Gavin Wright is one of the best economic historians of the United States. In a seminal article, he advanced two findings. First, early American industrial success was due to access to cheap abundant natural resources. Second, there was nothing special about America’s geological endowment that caused it to enjoy cheaper and more abundant natural resources. Rather, Americans were particularly innovative in figuring out ways to turn their geological endowments into usable economic resources. In a 1995 paper with Paul David, the authors cheekily called American resource abundance “socially constructed.”
American industrial dominance faded as the technologies developed in the United States spread to other places. (Lower transportation costs helped: cheap Australian iron could power Japanese industrial exports, for example.) Over time, some countries also developed the ability to indigenously develop new natural resources (an article by Wright and Jesse Czelusta mentions various South American nations, in addition to Australia, Canada and Norway) but it really was not until the second half of the 20th century.

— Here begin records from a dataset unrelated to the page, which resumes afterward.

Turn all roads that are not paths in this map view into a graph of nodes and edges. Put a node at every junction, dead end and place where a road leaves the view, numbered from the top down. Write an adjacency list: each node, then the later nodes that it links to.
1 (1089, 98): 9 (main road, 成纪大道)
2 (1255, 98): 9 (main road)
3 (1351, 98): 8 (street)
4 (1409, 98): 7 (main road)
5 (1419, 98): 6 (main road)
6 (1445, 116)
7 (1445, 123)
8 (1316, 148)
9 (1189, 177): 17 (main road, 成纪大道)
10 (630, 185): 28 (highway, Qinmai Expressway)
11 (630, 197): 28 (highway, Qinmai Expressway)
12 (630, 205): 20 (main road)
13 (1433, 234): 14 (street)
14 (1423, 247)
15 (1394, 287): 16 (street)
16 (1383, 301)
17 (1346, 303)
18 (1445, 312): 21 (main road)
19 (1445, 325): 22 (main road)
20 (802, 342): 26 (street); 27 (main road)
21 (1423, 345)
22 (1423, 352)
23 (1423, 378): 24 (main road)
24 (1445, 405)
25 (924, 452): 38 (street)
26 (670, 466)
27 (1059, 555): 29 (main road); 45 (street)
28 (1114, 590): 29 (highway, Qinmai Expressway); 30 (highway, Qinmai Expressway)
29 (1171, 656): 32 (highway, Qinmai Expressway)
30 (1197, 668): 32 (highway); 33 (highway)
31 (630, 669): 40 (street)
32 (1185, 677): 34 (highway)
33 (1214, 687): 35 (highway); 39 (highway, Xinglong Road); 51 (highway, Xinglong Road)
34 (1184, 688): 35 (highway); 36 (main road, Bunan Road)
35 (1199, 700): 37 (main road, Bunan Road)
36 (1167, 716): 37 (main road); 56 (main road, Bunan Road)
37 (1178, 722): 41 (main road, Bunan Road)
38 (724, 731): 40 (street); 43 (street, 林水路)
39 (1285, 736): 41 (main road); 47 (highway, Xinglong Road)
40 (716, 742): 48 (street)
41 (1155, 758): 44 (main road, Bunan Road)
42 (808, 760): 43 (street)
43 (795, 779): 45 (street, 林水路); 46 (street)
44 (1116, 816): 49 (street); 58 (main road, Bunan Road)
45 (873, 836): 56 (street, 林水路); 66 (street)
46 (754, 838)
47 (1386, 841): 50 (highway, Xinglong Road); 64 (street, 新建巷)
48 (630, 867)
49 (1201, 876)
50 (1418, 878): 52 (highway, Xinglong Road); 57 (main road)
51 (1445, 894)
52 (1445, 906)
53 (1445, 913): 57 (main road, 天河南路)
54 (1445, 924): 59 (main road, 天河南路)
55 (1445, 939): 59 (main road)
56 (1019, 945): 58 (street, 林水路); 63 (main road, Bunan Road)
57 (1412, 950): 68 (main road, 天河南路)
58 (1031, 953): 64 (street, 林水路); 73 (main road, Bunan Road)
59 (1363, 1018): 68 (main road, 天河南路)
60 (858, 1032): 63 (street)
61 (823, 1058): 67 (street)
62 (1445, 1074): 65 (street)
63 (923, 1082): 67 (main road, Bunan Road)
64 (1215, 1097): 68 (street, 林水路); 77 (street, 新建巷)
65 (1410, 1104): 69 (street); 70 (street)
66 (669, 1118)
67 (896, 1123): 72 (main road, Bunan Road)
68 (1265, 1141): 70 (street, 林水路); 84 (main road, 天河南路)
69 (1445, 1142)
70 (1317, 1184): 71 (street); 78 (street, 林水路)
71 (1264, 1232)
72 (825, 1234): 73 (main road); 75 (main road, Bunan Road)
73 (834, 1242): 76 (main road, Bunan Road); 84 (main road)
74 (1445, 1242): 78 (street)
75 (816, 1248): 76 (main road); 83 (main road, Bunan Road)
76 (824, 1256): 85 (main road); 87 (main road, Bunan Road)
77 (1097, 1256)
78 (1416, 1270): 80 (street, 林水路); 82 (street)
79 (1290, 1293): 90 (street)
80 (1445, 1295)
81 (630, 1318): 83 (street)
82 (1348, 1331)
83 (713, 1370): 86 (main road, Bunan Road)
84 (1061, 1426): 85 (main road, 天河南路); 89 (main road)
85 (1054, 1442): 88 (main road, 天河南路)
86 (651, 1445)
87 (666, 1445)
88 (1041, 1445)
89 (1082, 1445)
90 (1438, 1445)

History is repeating itself. The technologies allowing for the development of shale gas and tight oil have originated in the United States. (There has got to be a paper in why.) But there is nothing particularly special about America’s geology. There is likely a lot of shale gas in Europe, among other places.

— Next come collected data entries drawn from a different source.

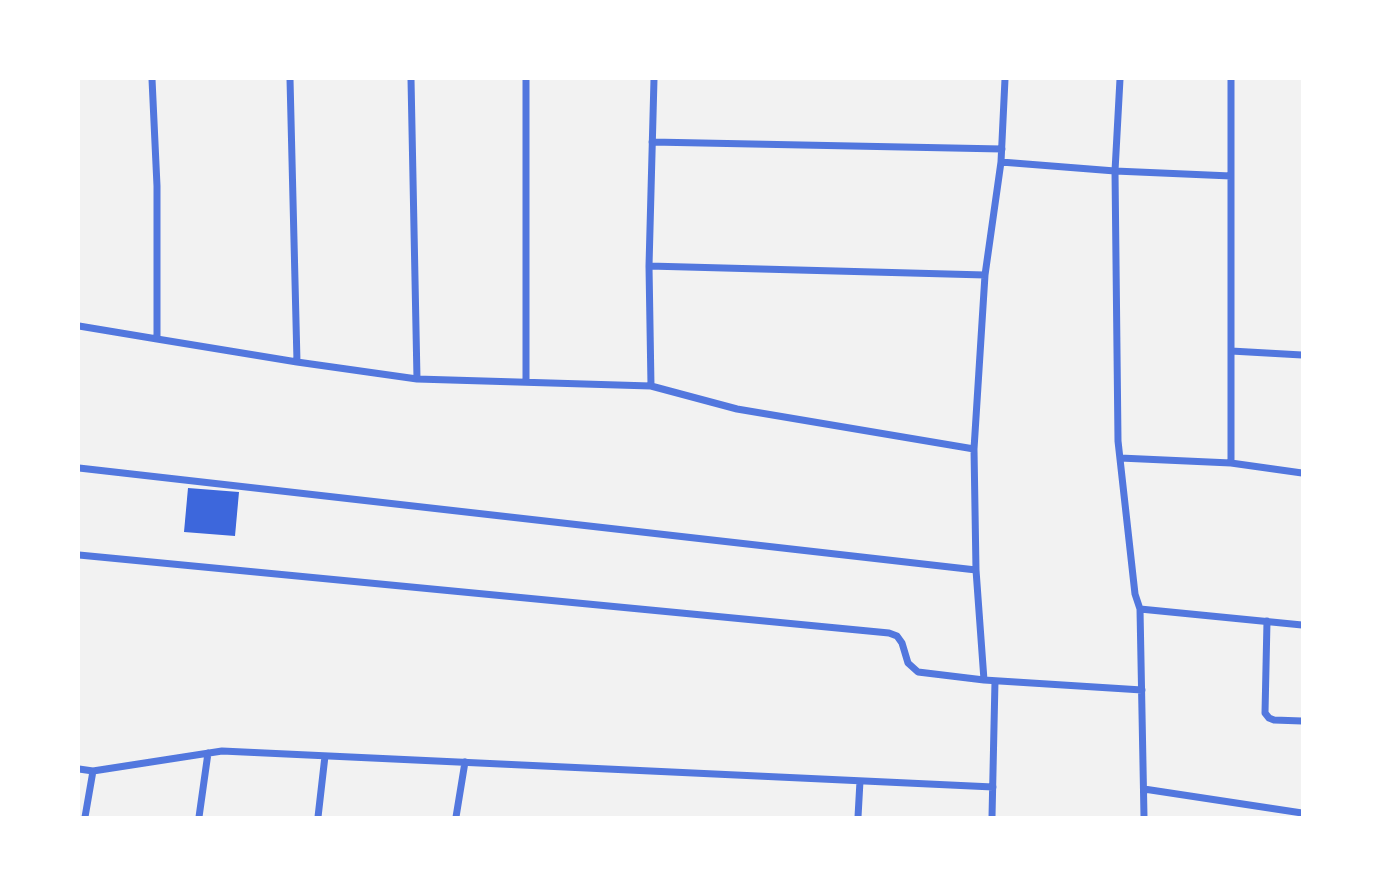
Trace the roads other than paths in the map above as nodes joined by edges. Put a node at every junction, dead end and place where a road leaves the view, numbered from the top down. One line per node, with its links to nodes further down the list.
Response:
1 (152, 79): 17 (street)
2 (290, 79): 20 (street)
3 (411, 79): 21 (street)
4 (526, 79): 22 (street)
5 (654, 79): 9 (street)
6 (1005, 79): 10 (street)
7 (1120, 79): 12 (street)
8 (1231, 79): 13 (street)
9 (652, 142): 10 (street); 14 (street)
10 (1002, 149): 11 (street)
11 (1002, 162): 12 (street); 15 (street)
12 (1115, 171): 13 (street); 25 (street)
13 (1231, 176): 18 (street)
14 (649, 266): 15 (street); 23 (street)
15 (985, 275): 24 (street)
16 (79, 326): 17 (street)
17 (157, 339): 20 (street)
18 (1231, 351): 19 (street); 26 (street)
19 (1302, 355)
20 (297, 362): 21 (street)
21 (418, 379): 22 (street)
22 (526, 382): 23 (street)
23 (652, 386): 24 (street)
24 (974, 449): 30 (street)
25 (1120, 458): 26 (street); 31 (street)
26 (1231, 463): 28 (street)
27 (79, 468): 30 (street)
28 (1302, 472)
29 (79, 555): 34 (street)
30 (976, 570): 34 (street)
31 (1140, 609): 32 (street); 36 (street)
32 (1267, 621): 33 (street); 37 (street)
33 (1302, 625)
34 (984, 681): 35 (street)
35 (995, 681): 36 (street); 44 (street)
36 (1142, 690): 45 (street)
37 (1302, 721)
38 (208, 753): 39 (street); 42 (street); 49 (street)
39 (325, 756): 40 (street); 50 (street)
40 (465, 762): 43 (street); 51 (street)
41 (79, 769): 42 (street)
42 (93, 771): 48 (street)
43 (860, 781): 44 (street); 52 (street)
44 (993, 787): 53 (street)
45 (1144, 789): 46 (street); 54 (street)
46 (1258, 806): 47 (street); 55 (street)
47 (1302, 813)
48 (85, 817)
49 (199, 817)
50 (318, 817)
51 (456, 817)
52 (858, 817)
53 (992, 817)
54 (1144, 817)
55 (1259, 817)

The question is how fast can the technologies invented in the United States be deployed overseas? The Economist points out that even if you can get past the political barriers, it will still likely take a decade for exploration and development. I am not so sure that it has to take that long, but there is a very serious obstacle to developing European shale ... the flowback.
Basically, when you dig a shale well it produces a lot of wastewater: the flowback (e.g., the fluid that you pumped down there to fracture the rock) and other water liberated during the drilling. That water is nasty stuff, regardless of what you pumped down there in the first place. It contains heavy metals, icky long-chain hydrocarbons, and is slightly radioactive. (The link goes to a USGS report.) In most U.S. plays, you get about 600,000 gallons of flowback and other water in the first ten days. You then get another 200 to 1,000 gallons per thousand cubic feet (MCF) of natural gas. (An EPA study is here.)

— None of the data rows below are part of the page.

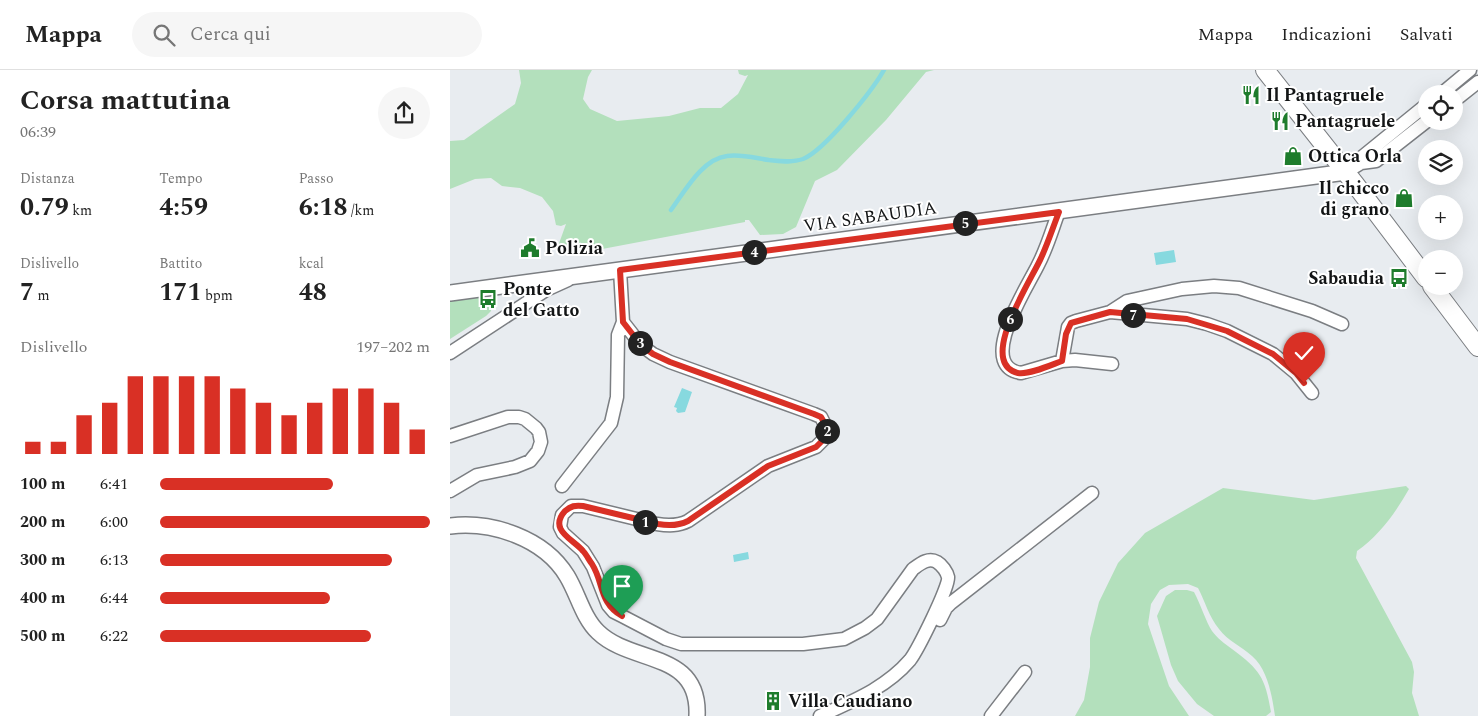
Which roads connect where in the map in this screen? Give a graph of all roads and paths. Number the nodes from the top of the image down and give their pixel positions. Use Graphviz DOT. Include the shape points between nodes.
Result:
graph roads {
  1 [pos="1265,70"];
  2 [pos="1470,70"];
  3 [pos="1478,82"];
  4 [pos="1452,85"];
  5 [pos="1463,94"];
  6 [pos="1418,112"];
  7 [pos="1418,128"];
  8 [pos="1353,168"];
  9 [pos="1059,212"];
  10 [pos="1418,266"];
  11 [pos="620,270"];
  12 [pos="575,277"];
  13 [pos="450,293"];
  14 [pos="1439,295"];
  15 [pos="1110,312"];
  16 [pos="623,322"];
  17 [pos="1342,324"];
  18 [pos="1478,347"];
  19 [pos="450,353"];
  20 [pos="1062,361"];
  21 [pos="1112,364"];
  22 [pos="1312,393"];
  23 [pos="450,436"];
  24 [pos="562,486"];
  25 [pos="450,491"];
  26 [pos="1092,493"];
  27 [pos="450,526"];
  28 [pos="914,653"];
  29 [pos="1026,672"];
  30 [pos="697,716"];
  31 [pos="820,716"];
  32 [pos="992,716"];
  1 -- 8 [label="main road"];
  2 -- 4 [label="street"];
  3 -- 5 [label="street"];
  6 -- 8 [label="street"];
  7 -- 8 [label="street" via="1376,161"];
  8 -- 9 [label="street, VIA SABAUDIA"];
  8 -- 10 [label="main road"];
  9 -- 11 [label="street, VIA SABAUDIA"];
  9 -- 20 [label="street" via="1047,247 1010,318 1002,357 1007,367 1021,373"];
  11 -- 12 [label="street, VIA SABAUDIA"];
  11 -- 16 [label="street"];
  12 -- 13 [label="street"];
  12 -- 19 [label="street, VIA SABAUDIA" via="546,290"];
  14 -- 18 [label="main road"];
  15 -- 17 [label="street" via="1127,301 1214,286 1239,288"];
  15 -- 20 [label="street" via="1071,323"];
  15 -- 22 [label="street" via="1187,319 1227,331 1279,359"];
  16 -- 24 [label="street" via="618,335 617,397 610,423"];
  16 -- 28 [label="street" via="641,345 653,354 821,417 828,429 816,447 768,466 680,524 669,526 571,506 562,516 560,526 593,567 608,605 622,616 681,644 831,641 844,639 877,619 913,569 921,563 934,561 945,570 947,585"];
  20 -- 21 [label="street"];
  23 -- 25 [label="street" via="508,417 519,417 536,428 541,442 530,461 477,475"];
  26 -- 28 [label="street" via="946,608 926,649"];
  27 -- 30 [label="street" via="482,526 500,530 520,537 548,554 566,575 597,631 617,644 669,664 681,672 693,690 698,705"];
  28 -- 31 [label="street" via="900,671 875,690"];
  29 -- 32 [label="street"];
}
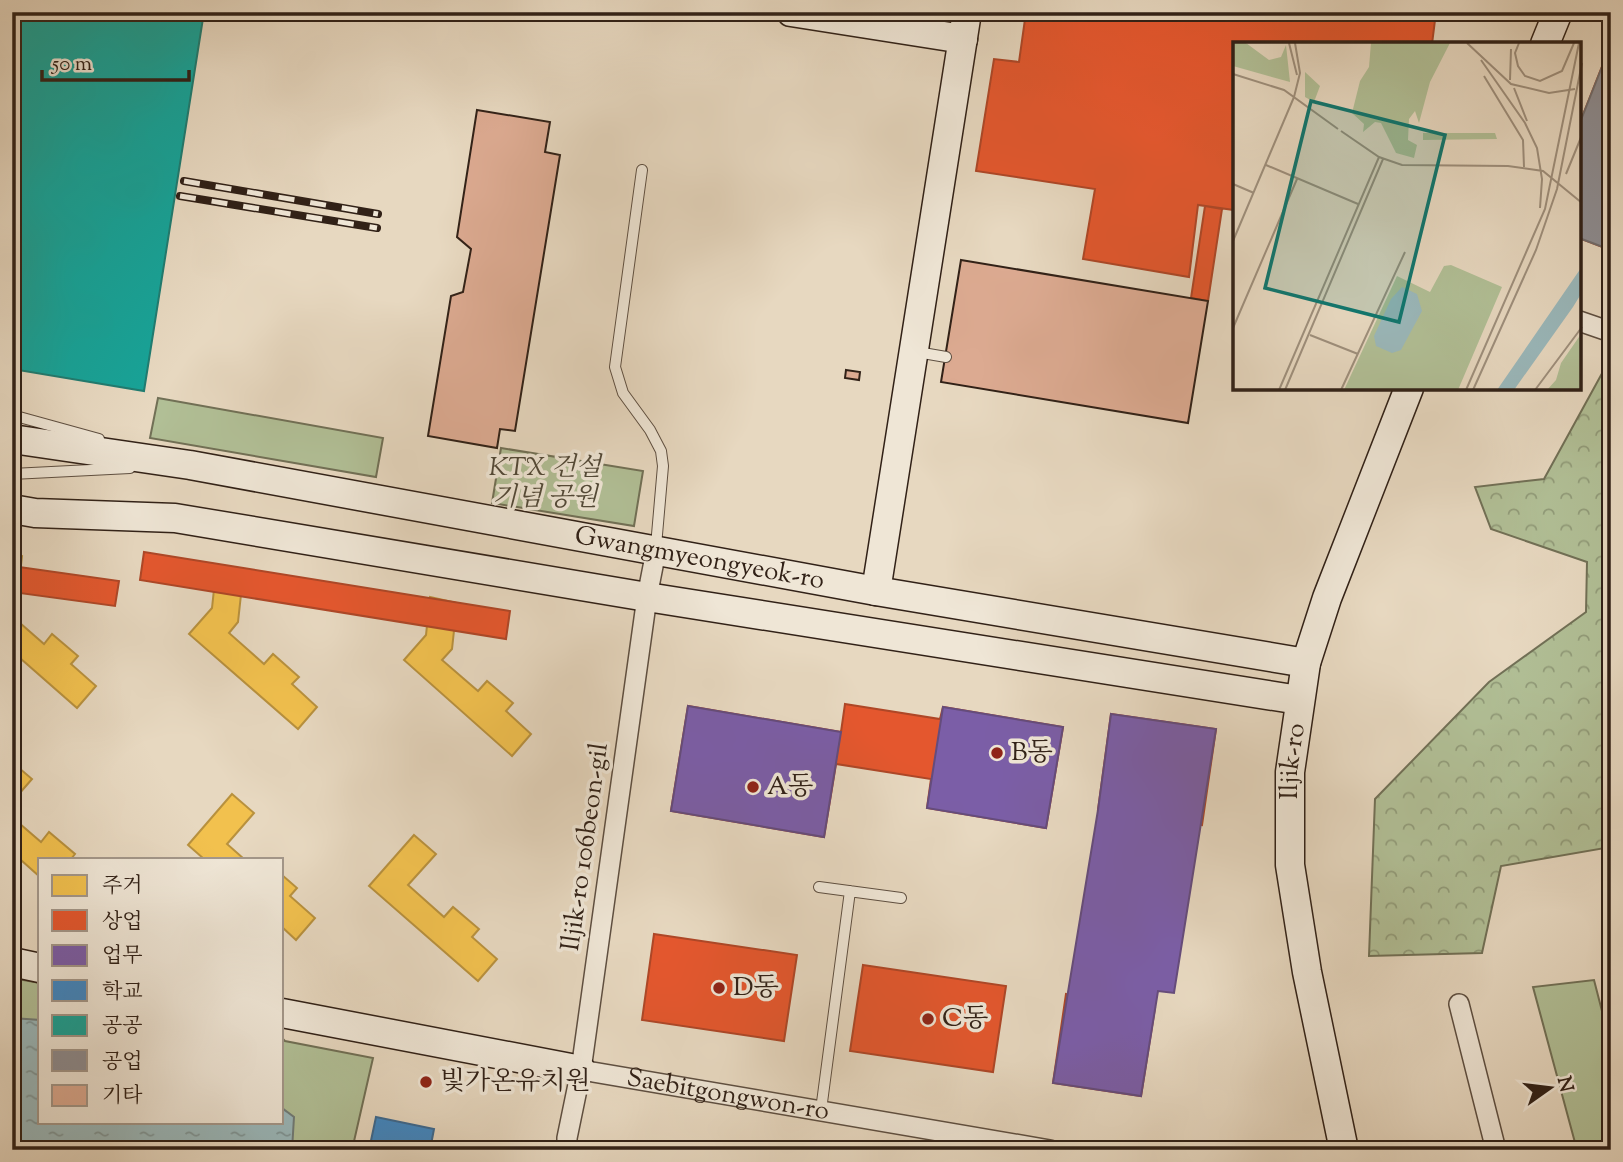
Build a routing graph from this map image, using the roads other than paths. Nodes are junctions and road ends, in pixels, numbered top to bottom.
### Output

So what do you do with the toxic and salty and mildly radioactive flowback? Well, in the United States we pump it into Class II disposal wells: lightly regulated abandoned old wells, mostly owned and run by small mom-and-pop operations. (And I do mean lightly regulated. Click the link and be horrified.) We truck the stuff thousands of miles (in an exercise with some of my students, we estimated a minimum flowback disposal cost of 25¢ per MCF) or recycle it for use in other fracks. Chesapeake, for example, reuses about 6% of its water and aims to up that to 20% in some plays. But that will still leave 80% of the sludgy briny glowing water to be dumped somewhere.
And most of Europe does not have a century of oil and gas drilling behind it. The U.S. has literally hundreds of thousands of Class II wells lying around. Britain and Poland do not. So where are they going to dump the wastewater?
I would go so far as to call this a dealbreaker for most European countries (Ukraine excepted) save for one caveat: there is a huge opportunity for companies that can invent ways to better reuse the flowback. The DOE has already put some (rather small) monies towards this purpose. But this is a place where the case for subsidies is weak. There are huge incentives for anyone who can figure out a way to substantially cut the amount of flowback from fracking to make a lot of money.